(Stored items)

Segment Open

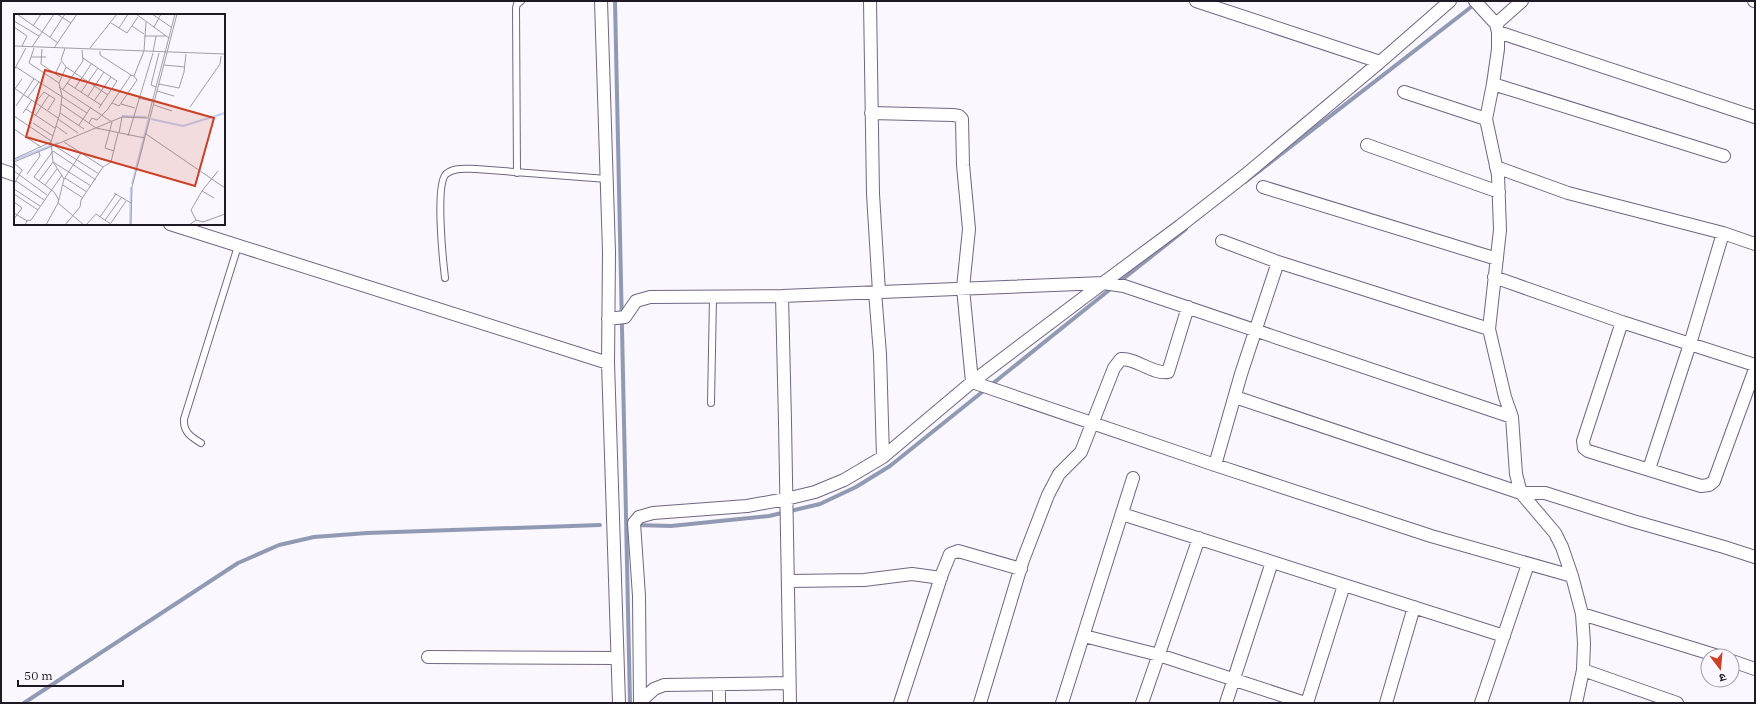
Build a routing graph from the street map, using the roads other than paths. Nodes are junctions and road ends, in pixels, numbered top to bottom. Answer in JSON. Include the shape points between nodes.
{"nodes":[{"id":1,"x":521,"y":1,"type":"edge"},
{"id":2,"x":601,"y":1,"type":"edge"},
{"id":3,"x":870,"y":1,"type":"edge"},
{"id":4,"x":1196,"y":1,"type":"edge"},
{"id":5,"x":1449,"y":1,"type":"edge"},
{"id":6,"x":1522,"y":1,"type":"edge"},
{"id":7,"x":1478,"y":5,"type":"edge"},
{"id":8,"x":1497,"y":28,"type":"junction"},
{"id":9,"x":1380,"y":62,"type":"junction"},
{"id":10,"x":1493,"y":84,"type":"junction"},
{"id":11,"x":1404,"y":92,"type":"dead end"},
{"id":12,"x":871,"y":114,"type":"junction"},
{"id":13,"x":1755,"y":117,"type":"edge"},
{"id":14,"x":1486,"y":119,"type":"junction"},
{"id":15,"x":1367,"y":145,"type":"dead end"},
{"id":16,"x":1724,"y":156,"type":"dead end"},
{"id":17,"x":1496,"y":167,"type":"junction"},
{"id":18,"x":1,"y":170,"type":"edge"},
{"id":19,"x":518,"y":173,"type":"junction"},
{"id":20,"x":14,"y":174,"type":"edge"},
{"id":21,"x":606,"y":179,"type":"junction"},
{"id":22,"x":1263,"y":187,"type":"dead end"},
{"id":23,"x":1499,"y":192,"type":"junction"},
{"id":24,"x":173,"y":225,"type":"edge"},
{"id":25,"x":1722,"y":233,"type":"junction"},
{"id":26,"x":1222,"y":241,"type":"dead end"},
{"id":27,"x":1755,"y":244,"type":"edge"},
{"id":28,"x":238,"y":246,"type":"junction"},
{"id":29,"x":1497,"y":259,"type":"junction"},
{"id":30,"x":1278,"y":262,"type":"junction"},
{"id":31,"x":1494,"y":277,"type":"junction"},
{"id":32,"x":445,"y":278,"type":"dead end"},
{"id":33,"x":1107,"y":283,"type":"junction"},
{"id":34,"x":963,"y":288,"type":"junction"},
{"id":35,"x":877,"y":292,"type":"junction"},
{"id":36,"x":782,"y":296,"type":"junction"},
{"id":37,"x":713,"y":297,"type":"junction"},
{"id":38,"x":1188,"y":307,"type":"junction"},
{"id":39,"x":617,"y":318,"type":"junction"},
{"id":40,"x":1622,"y":322,"type":"junction"},
{"id":41,"x":1489,"y":329,"type":"junction"},
{"id":42,"x":1256,"y":330,"type":"junction"},
{"id":43,"x":1690,"y":344,"type":"junction"},
{"id":44,"x":608,"y":363,"type":"junction"},
{"id":45,"x":1755,"y":365,"type":"edge"},
{"id":46,"x":1755,"y":369,"type":"edge"},
{"id":47,"x":981,"y":386,"type":"junction"},
{"id":48,"x":1234,"y":397,"type":"junction"},
{"id":49,"x":711,"y":403,"type":"dead end"},
{"id":50,"x":1512,"y":417,"type":"junction"},
{"id":51,"x":1092,"y":423,"type":"junction"},
{"id":52,"x":201,"y":443,"type":"dead end"},
{"id":53,"x":883,"y":457,"type":"junction"},
{"id":54,"x":1215,"y":466,"type":"junction"},
{"id":55,"x":1649,"y":469,"type":"junction"},
{"id":56,"x":1133,"y":478,"type":"dead end"},
{"id":57,"x":1521,"y":493,"type":"junction"},
{"id":58,"x":786,"y":510,"type":"junction"},
{"id":59,"x":1122,"y":514,"type":"junction"},
{"id":60,"x":1198,"y":538,"type":"junction"},
{"id":61,"x":1755,"y":557,"type":"edge"},
{"id":62,"x":1272,"y":562,"type":"junction"},
{"id":63,"x":1528,"y":564,"type":"junction"},
{"id":64,"x":1021,"y":569,"type":"junction"},
{"id":65,"x":1572,"y":576,"type":"junction"},
{"id":66,"x":941,"y":578,"type":"junction"},
{"id":67,"x":788,"y":581,"type":"junction"},
{"id":68,"x":1344,"y":585,"type":"junction"},
{"id":69,"x":1414,"y":607,"type":"junction"},
{"id":70,"x":1582,"y":614,"type":"junction"},
{"id":71,"x":1084,"y":636,"type":"junction"},
{"id":72,"x":1504,"y":636,"type":"junction"},
{"id":73,"x":1700,"y":650,"type":"edge"},
{"id":74,"x":1160,"y":655,"type":"junction"},
{"id":75,"x":428,"y":657,"type":"dead end"},
{"id":76,"x":617,"y":658,"type":"junction"},
{"id":77,"x":1740,"y":663,"type":"edge"},
{"id":78,"x":1755,"y":668,"type":"edge"},
{"id":79,"x":1583,"y":670,"type":"junction"},
{"id":80,"x":1234,"y":679,"type":"junction"},
{"id":81,"x":789,"y":683,"type":"junction"},
{"id":82,"x":719,"y":684,"type":"junction"},
{"id":83,"x":1647,"y":698,"type":"edge"},
{"id":84,"x":619,"y":703,"type":"edge"},
{"id":85,"x":640,"y":703,"type":"edge"},
{"id":86,"x":719,"y":703,"type":"edge"},
{"id":87,"x":790,"y":703,"type":"edge"},
{"id":88,"x":900,"y":703,"type":"edge"},
{"id":89,"x":980,"y":703,"type":"edge"},
{"id":90,"x":1062,"y":703,"type":"edge"},
{"id":91,"x":1142,"y":703,"type":"edge"},
{"id":92,"x":1226,"y":703,"type":"edge"},
{"id":93,"x":1306,"y":703,"type":"edge"},
{"id":94,"x":1386,"y":703,"type":"edge"},
{"id":95,"x":1481,"y":703,"type":"edge"},
{"id":96,"x":1576,"y":703,"type":"edge"},
{"id":97,"x":1677,"y":703,"type":"edge"}],
"edges":[{"from":1,"to":19,"type":"lane","via":[[516,8]]},
{"from":2,"to":21,"type":"street"},
{"from":3,"to":12,"type":"street"},
{"from":4,"to":9,"type":"street"},
{"from":5,"to":9,"type":"street"},
{"from":6,"to":8,"type":"street"},
{"from":7,"to":8,"type":"street"},
{"from":8,"to":10,"type":"street","via":[[1498,49]]},
{"from":8,"to":13,"type":"street"},
{"from":9,"to":33,"type":"street","via":[[1244,176]]},
{"from":10,"to":14,"type":"street"},
{"from":10,"to":16,"type":"street"},
{"from":11,"to":14,"type":"street"},
{"from":12,"to":34,"type":"street","via":[[953,115],[962,119],[969,228]]},
{"from":12,"to":35,"type":"street"},
{"from":14,"to":17,"type":"street"},
{"from":15,"to":23,"type":"street"},
{"from":17,"to":23,"type":"street"},
{"from":17,"to":25,"type":"street","via":[[1568,193]]},
{"from":18,"to":20,"type":"street"},
{"from":19,"to":21,"type":"lane"},
{"from":19,"to":32,"type":"lane","via":[[458,169],[445,175],[442,181],[440,216]]},
{"from":21,"to":39,"type":"street","via":[[609,252]]},
{"from":22,"to":29,"type":"street"},
{"from":23,"to":29,"type":"street"},
{"from":24,"to":28,"type":"street"},
{"from":25,"to":27,"type":"street"},
{"from":25,"to":43,"type":"street"},
{"from":26,"to":30,"type":"street"},
{"from":28,"to":44,"type":"street"},
{"from":28,"to":52,"type":"lane","via":[[184,419],[187,433]]},
{"from":29,"to":31,"type":"street"},
{"from":30,"to":41,"type":"street"},
{"from":30,"to":42,"type":"street"},
{"from":31,"to":40,"type":"street"},
{"from":31,"to":41,"type":"street"},
{"from":33,"to":34,"type":"street"},
{"from":33,"to":38,"type":"street"},
{"from":33,"to":47,"type":"street"},
{"from":34,"to":35,"type":"street"},
{"from":34,"to":47,"type":"street"},
{"from":35,"to":36,"type":"street"},
{"from":35,"to":53,"type":"street"},
{"from":36,"to":37,"type":"street"},
{"from":36,"to":58,"type":"street"},
{"from":37,"to":39,"type":"street","via":[[641,299],[636,301],[627,316]]},
{"from":37,"to":49,"type":"lane"},
{"from":38,"to":42,"type":"street"},
{"from":38,"to":51,"type":"street","via":[[1168,372],[1121,359],[1114,368]]},
{"from":39,"to":44,"type":"street"},
{"from":40,"to":43,"type":"street"},
{"from":40,"to":55,"type":"street","via":[[1583,445],[1588,451]]},
{"from":41,"to":50,"type":"street"},
{"from":42,"to":48,"type":"street"},
{"from":42,"to":50,"type":"street"},
{"from":43,"to":45,"type":"street"},
{"from":43,"to":55,"type":"street"},
{"from":44,"to":76,"type":"street"},
{"from":46,"to":55,"type":"street","via":[[1714,481],[1701,486]]},
{"from":47,"to":51,"type":"street"},
{"from":47,"to":53,"type":"street"},
{"from":48,"to":54,"type":"street"},
{"from":48,"to":57,"type":"street"},
{"from":50,"to":57,"type":"street","via":[[1516,474]]},
{"from":51,"to":54,"type":"street"},
{"from":51,"to":64,"type":"street","via":[[1078,456],[1064,467],[1053,484]]},
{"from":53,"to":58,"type":"street"},
{"from":54,"to":63,"type":"street","via":[[1431,536]]},
{"from":56,"to":59,"type":"street"},
{"from":57,"to":61,"type":"street","via":[[1550,494]]},
{"from":57,"to":65,"type":"street","via":[[1554,533]]},
{"from":58,"to":67,"type":"street"},
{"from":58,"to":85,"type":"street","via":[[747,506],[654,513],[636,520],[634,528],[639,596]]},
{"from":59,"to":60,"type":"street"},
{"from":59,"to":71,"type":"street"},
{"from":60,"to":62,"type":"street"},
{"from":60,"to":74,"type":"street"},
{"from":62,"to":68,"type":"street"},
{"from":62,"to":80,"type":"street"},
{"from":63,"to":65,"type":"street"},
{"from":63,"to":72,"type":"street"},
{"from":64,"to":66,"type":"street","via":[[958,551],[953,552],[947,559]]},
{"from":64,"to":89,"type":"street"},
{"from":65,"to":70,"type":"street"},
{"from":66,"to":67,"type":"street","via":[[912,574],[864,580]]},
{"from":66,"to":88,"type":"street"},
{"from":67,"to":81,"type":"street"},
{"from":68,"to":69,"type":"street"},
{"from":68,"to":93,"type":"street"},
{"from":69,"to":72,"type":"street"},
{"from":69,"to":94,"type":"street"},
{"from":70,"to":73,"type":"street"},
{"from":70,"to":79,"type":"street"},
{"from":71,"to":74,"type":"street"},
{"from":71,"to":90,"type":"street"},
{"from":72,"to":95,"type":"street"},
{"from":74,"to":80,"type":"street"},
{"from":74,"to":91,"type":"street"},
{"from":75,"to":76,"type":"street"},
{"from":76,"to":84,"type":"street"},
{"from":77,"to":78,"type":"street"},
{"from":79,"to":83,"type":"street"},
{"from":79,"to":96,"type":"street"},
{"from":80,"to":92,"type":"street"},
{"from":80,"to":93,"type":"street"},
{"from":81,"to":82,"type":"street"},
{"from":81,"to":87,"type":"street"},
{"from":82,"to":85,"type":"street","via":[[664,685],[654,689]]},
{"from":82,"to":86,"type":"street"},
{"from":83,"to":97,"type":"street"}]}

Segment Closed

## INSTRUCTIONS TO FOLLOW
Every line above that holds "lane" should be tallied; answer with the total alone.

## EXERCISE OUTPUT
5